EC-Karten-Betrug im großen Stil. Geldautomaten der Volksbank wurden manipuliert, fremde Konten geplündert. EC-Karten wurden gesperrt.

Hamburg. Es war eine böse Überraschung. Eigentlich wollte Tina Ohms nur per Online-Banking an ihrem Computer ein paar Überweisungen erledigen. Doch als der Blick der 38-Jährigen auf ihren Kontostand fiel, erschrak sie: Von ihrem Konto waren mehr als 1500 Euro abgehoben worden - an einem Geldautomaten in Panama. Aber die Lehrerin aus Ottensen war nicht in Mittelamerika gewesen. Sie ist wie möglicherweise mehr als 1000 weitere Kunden Opfer von EC-Karten-Betrügern geworden.

Tina Ohms war ausspioniert worden, als sie an einem manipulierten Automaten der Hamburger Volksbank an der Max-Brauer-Allee Geld abgehoben hatte. Es war ein sogenannter "Skimming"-Angriff. Das englische Wort Skimming bedeutet Abschöpfen und steht im Finanzbereich für Datendiebstahl. Dabei werden Kundeninformationen der EC-Karten von Magnetstreifen ausgelesen und auf gefälschte Karten kopiert. Es ist der Albtraum für jeden Bankkunden.

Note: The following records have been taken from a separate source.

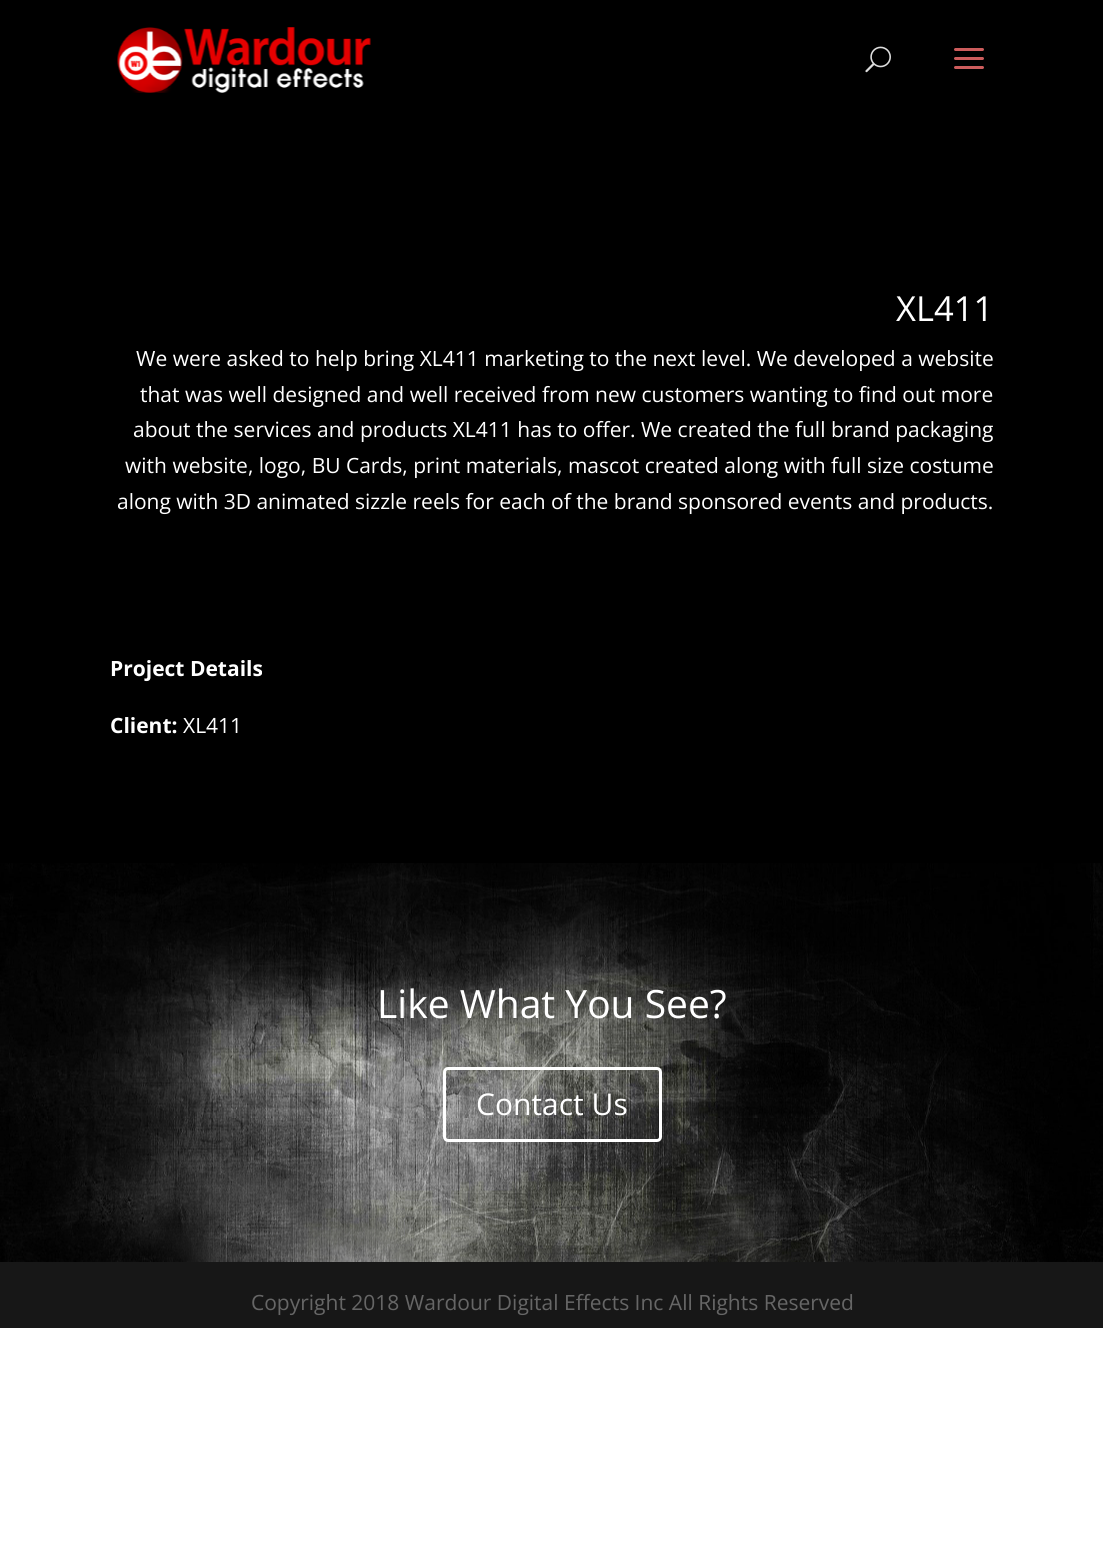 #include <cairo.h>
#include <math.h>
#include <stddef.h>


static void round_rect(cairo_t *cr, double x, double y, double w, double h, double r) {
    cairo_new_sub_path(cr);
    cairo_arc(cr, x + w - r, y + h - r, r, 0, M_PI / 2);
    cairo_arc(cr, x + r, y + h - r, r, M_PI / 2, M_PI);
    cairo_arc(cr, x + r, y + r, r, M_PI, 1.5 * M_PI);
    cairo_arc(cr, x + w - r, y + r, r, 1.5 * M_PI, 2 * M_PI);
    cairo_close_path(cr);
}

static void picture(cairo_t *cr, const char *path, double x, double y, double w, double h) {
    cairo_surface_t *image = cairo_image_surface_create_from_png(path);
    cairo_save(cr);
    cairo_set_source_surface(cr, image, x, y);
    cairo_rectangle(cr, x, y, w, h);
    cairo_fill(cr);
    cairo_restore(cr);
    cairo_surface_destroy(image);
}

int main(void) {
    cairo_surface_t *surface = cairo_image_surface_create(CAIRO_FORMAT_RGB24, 1103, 1567);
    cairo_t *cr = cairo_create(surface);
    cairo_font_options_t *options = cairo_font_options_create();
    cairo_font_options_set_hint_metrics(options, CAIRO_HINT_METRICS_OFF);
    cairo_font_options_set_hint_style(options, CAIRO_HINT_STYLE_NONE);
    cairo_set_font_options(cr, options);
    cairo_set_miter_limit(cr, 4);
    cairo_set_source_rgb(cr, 1, 1, 1);
    cairo_paint(cr);
    cairo_set_source_rgb(cr, 0, 0, 0);
    cairo_rectangle(cr, 0, 0, 1103, 863);
    cairo_fill(cr);
    picture(cr, "img1.png", 117, 27, 254, 66);
    picture(cr, "img2.png", 865, 46, 26, 27);
    picture(cr, "img3.png", 954, 48, 30, 21);
    cairo_select_font_face(cr, "Open Sans", CAIRO_FONT_SLANT_NORMAL, CAIRO_FONT_WEIGHT_NORMAL);
    cairo_set_font_size(cr, 34.5);
    cairo_set_source_rgb(cr, 1, 1, 1);
    cairo_move_to(cr, 896, 321);
    cairo_show_text(cr, "XL411");
    cairo_set_font_size(cr, 21);
    cairo_move_to(cr, 136, 366);
    cairo_show_text(cr, "We were asked to help bring XL411 marketing to the next level. We developed a website");
    cairo_move_to(cr, 140, 402);
    cairo_show_text(cr, "that was well designed and well received from new customers wanting to find out more");
    cairo_move_to(cr, 133, 437);
    cairo_show_text(cr, "about the services and products XL411 has to offer. We created the full brand packaging");
    cairo_move_to(cr, 125, 473);
    cairo_show_text(cr, "with website, logo, BU Cards, print materials, mascot created along with full size costume");
    cairo_move_to(cr, 117, 509);
    cairo_show_text(cr, "along with 3D animated sizzle reels for each of the brand sponsored events and products.");
    cairo_select_font_face(cr, "Open Sans", CAIRO_FONT_SLANT_NORMAL, CAIRO_FONT_WEIGHT_BOLD);
    cairo_move_to(cr, 110, 676);
    cairo_show_text(cr, "Project Details");
    cairo_move_to(cr, 110, 733);
    cairo_show_text(cr, "Client:");
    cairo_select_font_face(cr, "Open Sans", CAIRO_FONT_SLANT_NORMAL, CAIRO_FONT_WEIGHT_NORMAL);
    cairo_move_to(cr, 183, 733);
    cairo_show_text(cr, "XL411");
    picture(cr, "img4.png", 0, 863, 1103, 399);
    cairo_set_font_size(cr, 39);
    cairo_move_to(cr, 377, 1018);
    cairo_show_text(cr, "Like What You See?");
    round_rect(cr, 444.5, 1068.5, 216, 72, 3.5);
    cairo_set_line_width(cr, 3);
    cairo_stroke(cr);
    cairo_set_font_size(cr, 30);
    cairo_move_to(cr, 476, 1115);
    cairo_show_text(cr, "Contact Us");
    cairo_set_source_rgb(cr, 0.09, 0.09, 0.09);
    cairo_rectangle(cr, 0, 1262, 1103, 66);
    cairo_fill(cr);
    cairo_set_font_size(cr, 21);
    cairo_set_source_rgb(cr, 0.4, 0.4, 0.4);
    cairo_move_to(cr, 251, 1310);
    cairo_show_text(cr, "Copyright 2018 Wardour Digital Effects Inc All Rights Reserved");
    cairo_surface_write_to_png(surface, "page.png");
    cairo_font_options_destroy(options);
    cairo_destroy(cr);
    cairo_surface_destroy(surface);
    return 0;
}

Mindestens fünf Geldautomaten der Hamburger Volksbank in Altona, Billstedt, Bramfeld, Rahlstedt und Wandsbek sind in den vergangenen Wochen so von Unbekannten manipuliert worden. Das Geldinstitut hat inzwischen vorsorglich 1300 EC-Karten sperren lassen. Es sind die Karten, die an den betroffenen Geldautomaten eingesetzt wurden.

Wie viele Kunden genau geschädigt wurden, ist bislang unklar. Bekannt sind bisher 30 Fälle, in denen aus dem Ausland Geld illegal abgehoben wurde. Die Höhe des Schadens steht laut Banksprecherin Heidi Melis noch nicht fest. Vermutlich liegt er im höheren fünfstelligen Bereich.

Heidi Melis sagt: "Wir haben sofort gehandelt, als uns die ersten Kunden über missbräuchliche Abhebungen informiert haben." Den Kunden entstehe kein Schaden, da die abgebuchten Beträge uneingeschränkt ersetzt würden. Für solche Fälle zahle die Hamburger Volksbank wie auch alle anderen deutschen Banken in das Euro Kartensystem ein, eine Art Versicherung, die den Schaden regelt.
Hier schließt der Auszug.